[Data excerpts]
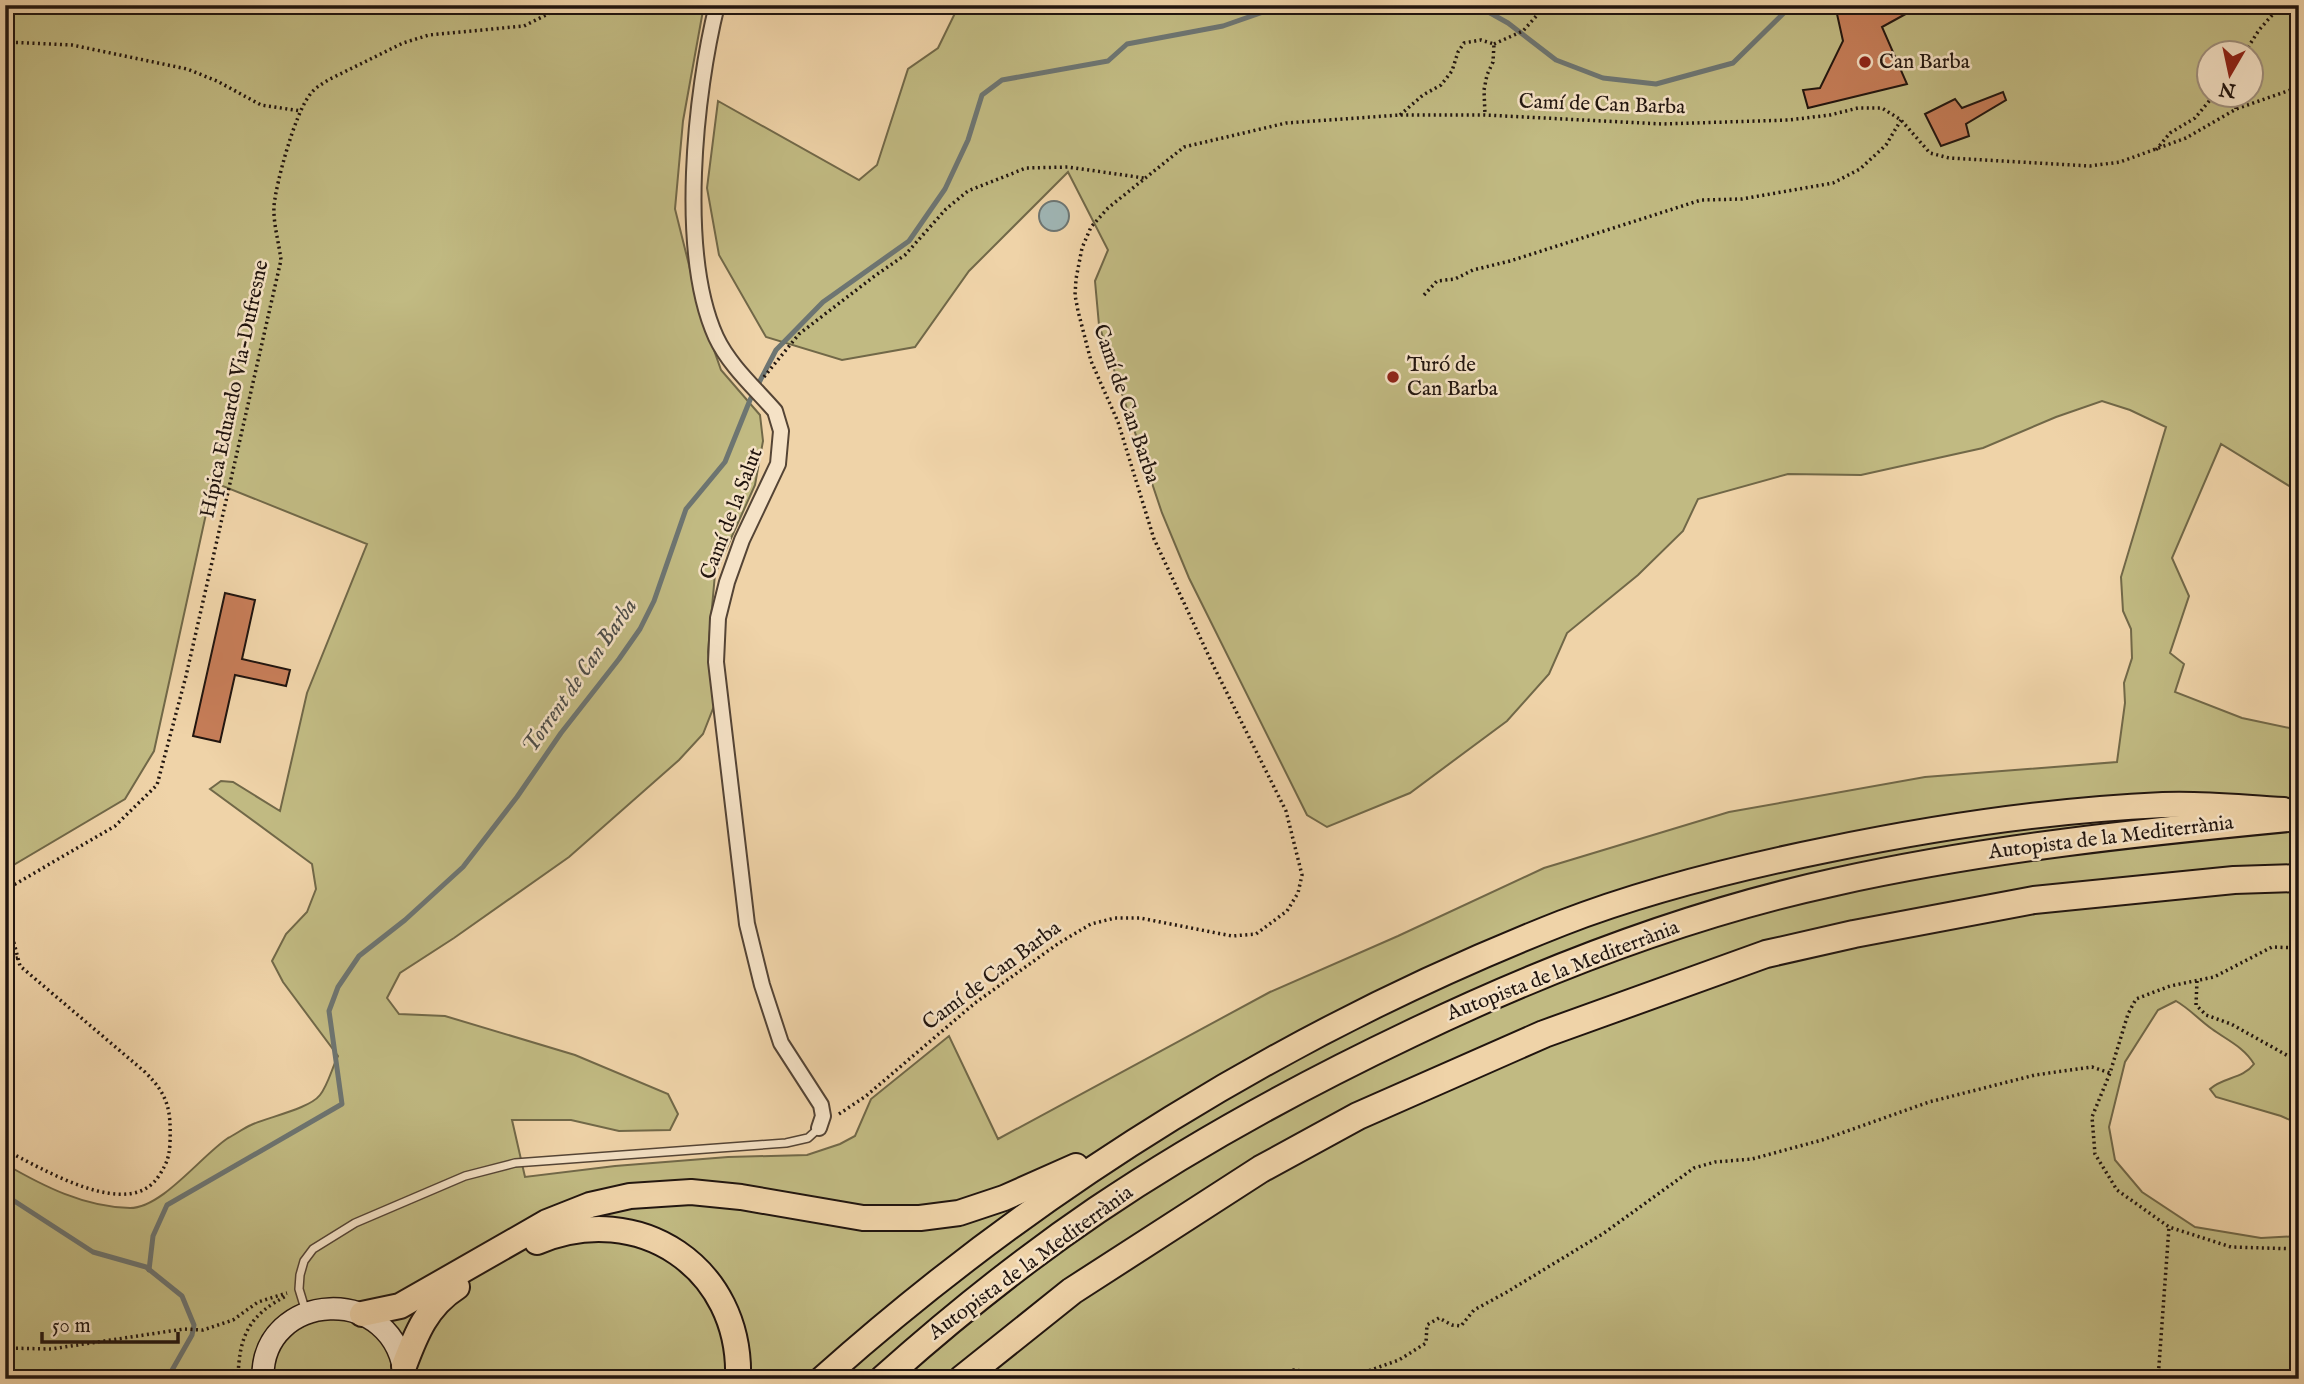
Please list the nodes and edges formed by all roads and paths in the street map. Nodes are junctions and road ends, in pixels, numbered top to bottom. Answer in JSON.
{"nodes":[{"id":1,"x":566,"y":5,"type":"edge"},
{"id":2,"x":717,"y":5,"type":"edge"},
{"id":3,"x":1546,"y":5,"type":"edge"},
{"id":4,"x":2281,"y":5,"type":"edge"},
{"id":5,"x":2254,"y":38,"type":"edge"},
{"id":6,"x":5,"y":42,"type":"edge"},
{"id":7,"x":1493,"y":44,"type":"junction"},
{"id":8,"x":2299,"y":87,"type":"edge"},
{"id":9,"x":2202,"y":108,"type":"edge"},
{"id":10,"x":2236,"y":109,"type":"joint"},
{"id":11,"x":301,"y":111,"type":"junction"},
{"id":12,"x":1400,"y":115,"type":"junction"},
{"id":13,"x":1485,"y":116,"type":"junction"},
{"id":14,"x":1901,"y":120,"type":"junction"},
{"id":15,"x":2155,"y":150,"type":"junction"},
{"id":16,"x":1144,"y":177,"type":"junction"},
{"id":17,"x":1424,"y":295,"type":"dead end"},
{"id":18,"x":755,"y":388,"type":"junction"},
{"id":19,"x":2299,"y":811,"type":"edge"},
{"id":20,"x":2299,"y":817,"type":"edge"},
{"id":21,"x":2299,"y":878,"type":"edge"},
{"id":22,"x":5,"y":890,"type":"edge"},
{"id":23,"x":5,"y":922,"type":"edge"},
{"id":24,"x":2299,"y":948,"type":"edge"},
{"id":25,"x":18,"y":958,"type":"junction"},
{"id":26,"x":5,"y":960,"type":"edge"},
{"id":27,"x":2197,"y":981,"type":"junction"},
{"id":28,"x":2299,"y":1062,"type":"edge"},
{"id":29,"x":2110,"y":1073,"type":"junction"},
{"id":30,"x":819,"y":1128,"type":"junction"},
{"id":31,"x":1123,"y":1149,"type":"junction"},
{"id":32,"x":5,"y":1150,"type":"edge"},
{"id":33,"x":2169,"y":1227,"type":"junction"},
{"id":34,"x":2299,"y":1249,"type":"edge"},
{"id":35,"x":299,"y":1289,"type":"junction"},
{"id":36,"x":306,"y":1314,"type":"junction"},
{"id":37,"x":362,"y":1314,"type":"junction"},
{"id":38,"x":5,"y":1348,"type":"edge"},
{"id":39,"x":404,"y":1372,"type":"edge"},
{"id":40,"x":263,"y":1379,"type":"edge"},
{"id":41,"x":738,"y":1379,"type":"edge"},
{"id":42,"x":822,"y":1379,"type":"edge"},
{"id":43,"x":883,"y":1379,"type":"edge"},
{"id":44,"x":962,"y":1379,"type":"edge"},
{"id":45,"x":1189,"y":1379,"type":"edge"},
{"id":46,"x":2158,"y":1379,"type":"edge"}],
"edges":[{"from":1,"to":11,"type":"path","name":"Hípica Eduardo Via-Dufresne"},
{"from":2,"to":18,"type":"street","name":"Camí de la Salut"},
{"from":3,"to":7,"type":"path"},
{"from":4,"to":5,"type":"path"},
{"from":6,"to":11,"type":"path"},
{"from":7,"to":12,"type":"path"},
{"from":7,"to":13,"type":"path"},
{"from":8,"to":10,"type":"path","name":"Camí de Can Barba"},
{"from":9,"to":15,"type":"path"},
{"from":10,"to":15,"type":"path","name":"Camí de Can Barba"},
{"from":11,"to":22,"type":"path","name":"Hípica Eduardo Via-Dufresne"},
{"from":12,"to":13,"type":"path","name":"Camí de Can Barba"},
{"from":12,"to":16,"type":"path","name":"Camí de Can Barba"},
{"from":13,"to":14,"type":"path","name":"Camí de Can Barba"},
{"from":14,"to":15,"type":"path","name":"Camí de Can Barba"},
{"from":14,"to":17,"type":"path"},
{"from":16,"to":18,"type":"path"},
{"from":16,"to":30,"type":"path","name":"Camí de Can Barba"},
{"from":18,"to":30,"type":"street","name":"Camí de la Salut"},
{"from":19,"to":31,"type":"highway"},
{"from":20,"to":43,"type":"highway","name":"Autopista de la Mediterrània"},
{"from":21,"to":44,"type":"highway"},
{"from":23,"to":25,"type":"path"},
{"from":24,"to":27,"type":"path"},
{"from":25,"to":26,"type":"path"},
{"from":25,"to":32,"type":"path"},
{"from":27,"to":28,"type":"path"},
{"from":27,"to":29,"type":"path"},
{"from":29,"to":33,"type":"path"},
{"from":29,"to":45,"type":"path"},
{"from":30,"to":35,"type":"lane"},
{"from":31,"to":37,"type":"highway"},
{"from":31,"to":42,"type":"highway"},
{"from":33,"to":34,"type":"path"},
{"from":33,"to":46,"type":"path"},
{"from":35,"to":36,"type":"lane"},
{"from":35,"to":38,"type":"path"},
{"from":36,"to":37,"type":"main road"},
{"from":36,"to":40,"type":"main road"},
{"from":37,"to":39,"type":"main road"},
{"from":39,"to":41,"type":"highway"}]}
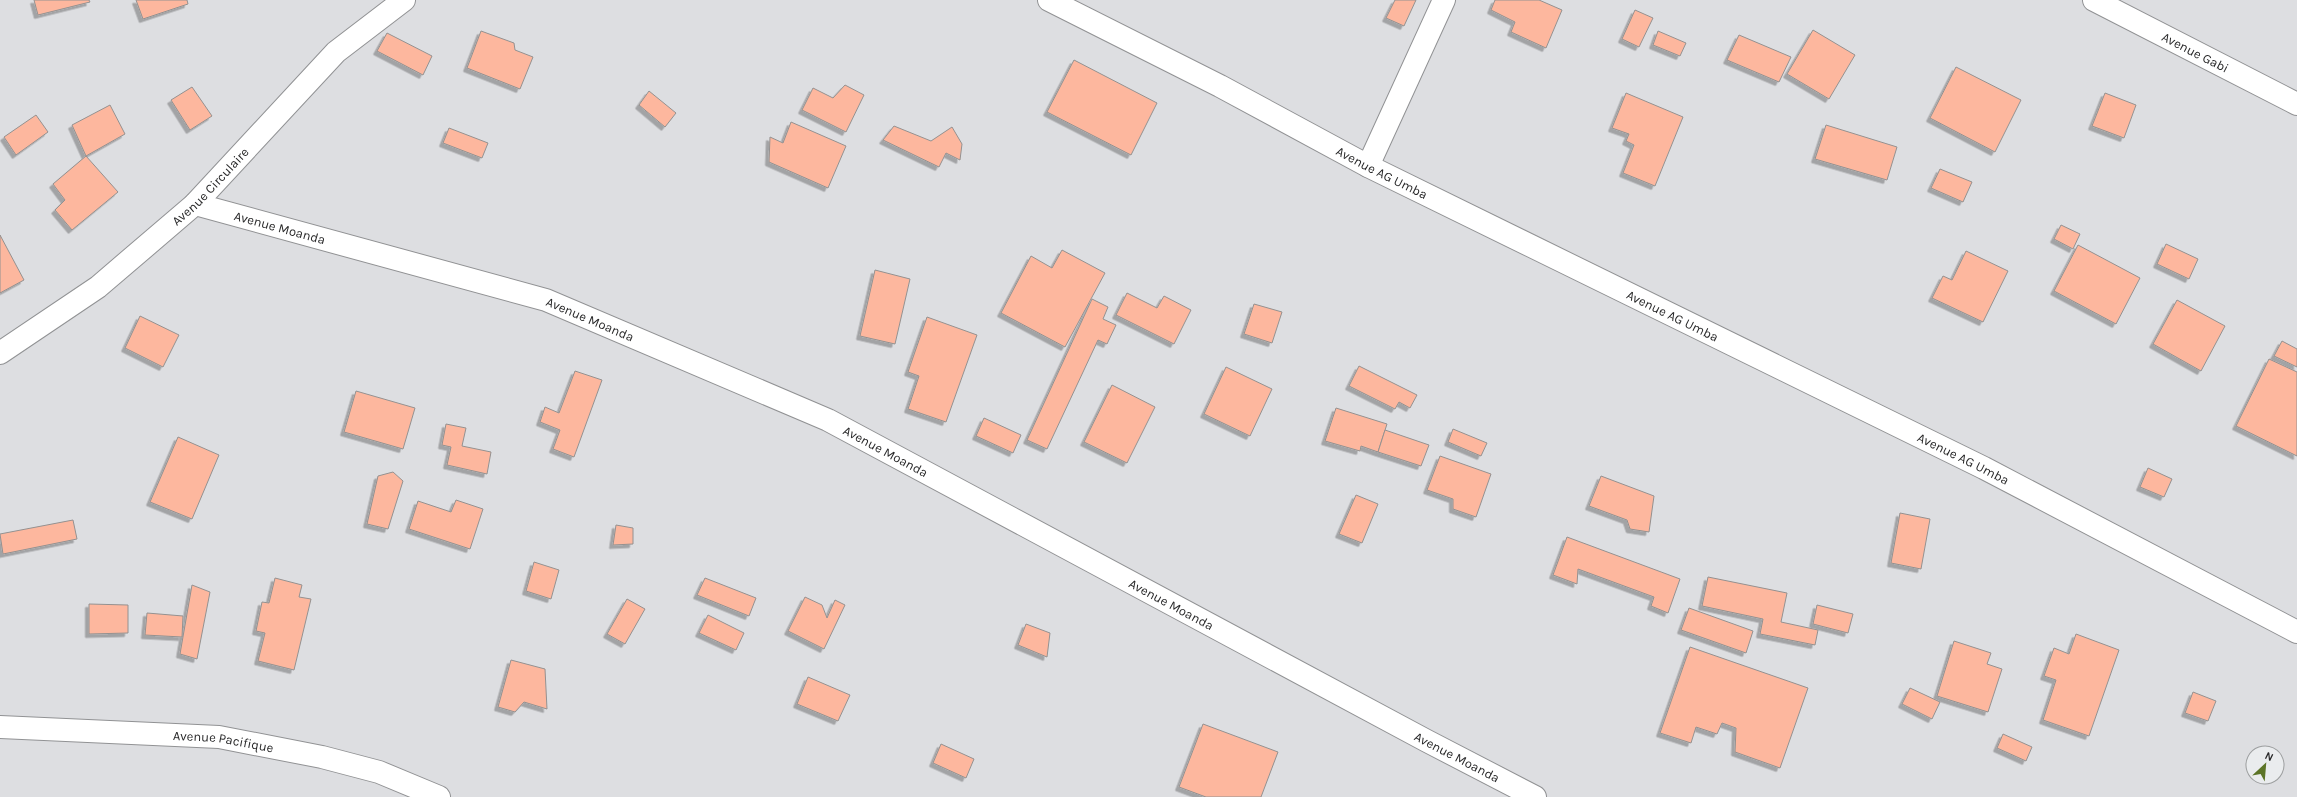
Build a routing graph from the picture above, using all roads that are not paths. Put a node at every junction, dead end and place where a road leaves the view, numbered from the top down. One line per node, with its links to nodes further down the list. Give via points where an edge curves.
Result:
1 (404, 0): 7 (street, Avenue Circulaire, via 336,52)
2 (1049, 0): 6 (street, Avenue AG Umba, via 1220,86)
3 (1444, 0): 6 (street)
4 (2094, 0): 5 (street, Avenue Gabi)
5 (2297, 104)
6 (1368, 166): 9 (street, Avenue AG Umba, via 1984,468)
7 (195, 204): 8 (street, Avenue Circulaire, via 98,287); 12 (street, Avenue Moanda, via 546,300 828,420)
8 (0, 353)
9 (2297, 632)
10 (0, 727): 11 (street, Avenue Pacifique, via 219,738 322,757 379,772)
11 (439, 797)
12 (1535, 797)

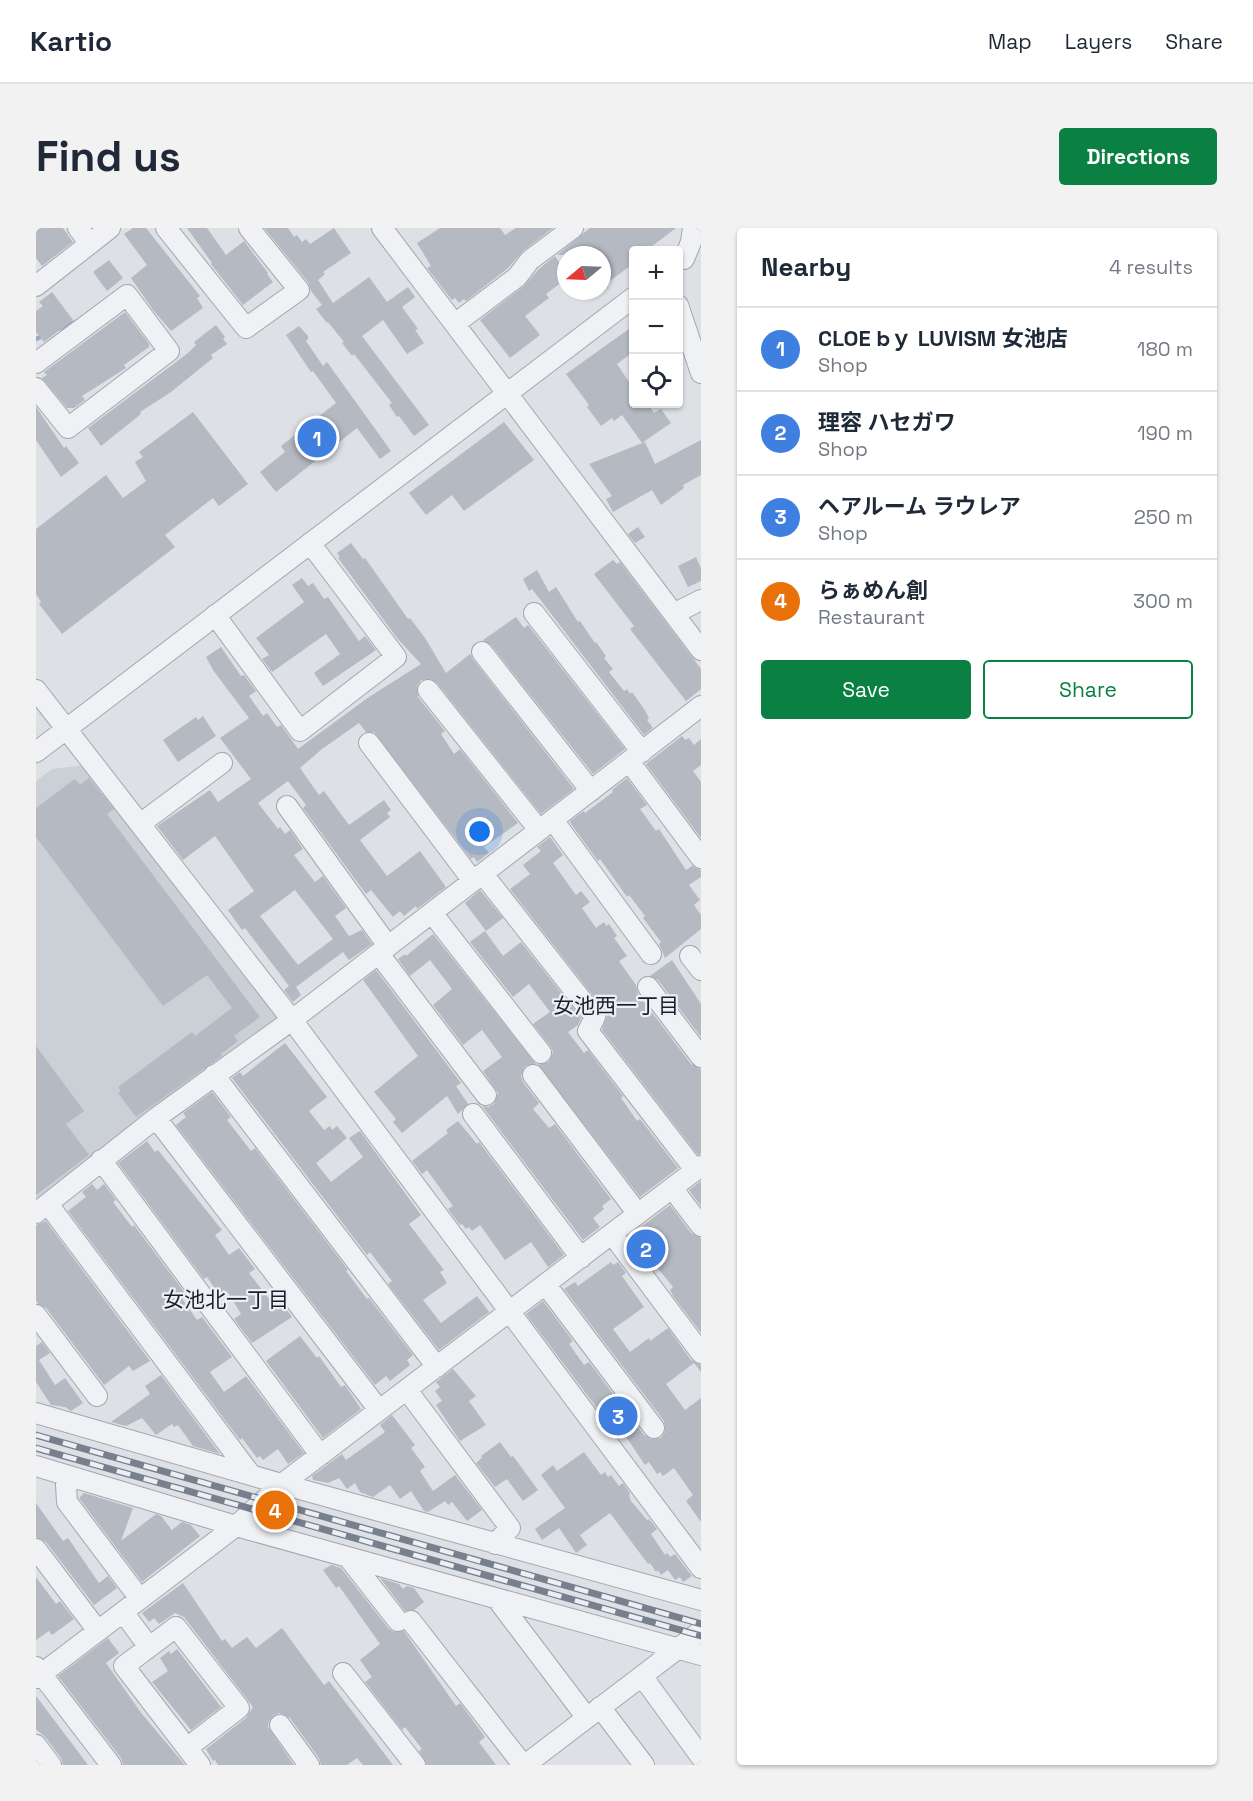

[TASK TO COMPLETE] Write only the number of lines in the entries where the string "Camí" occurs.

[TASK SOLUTION] 9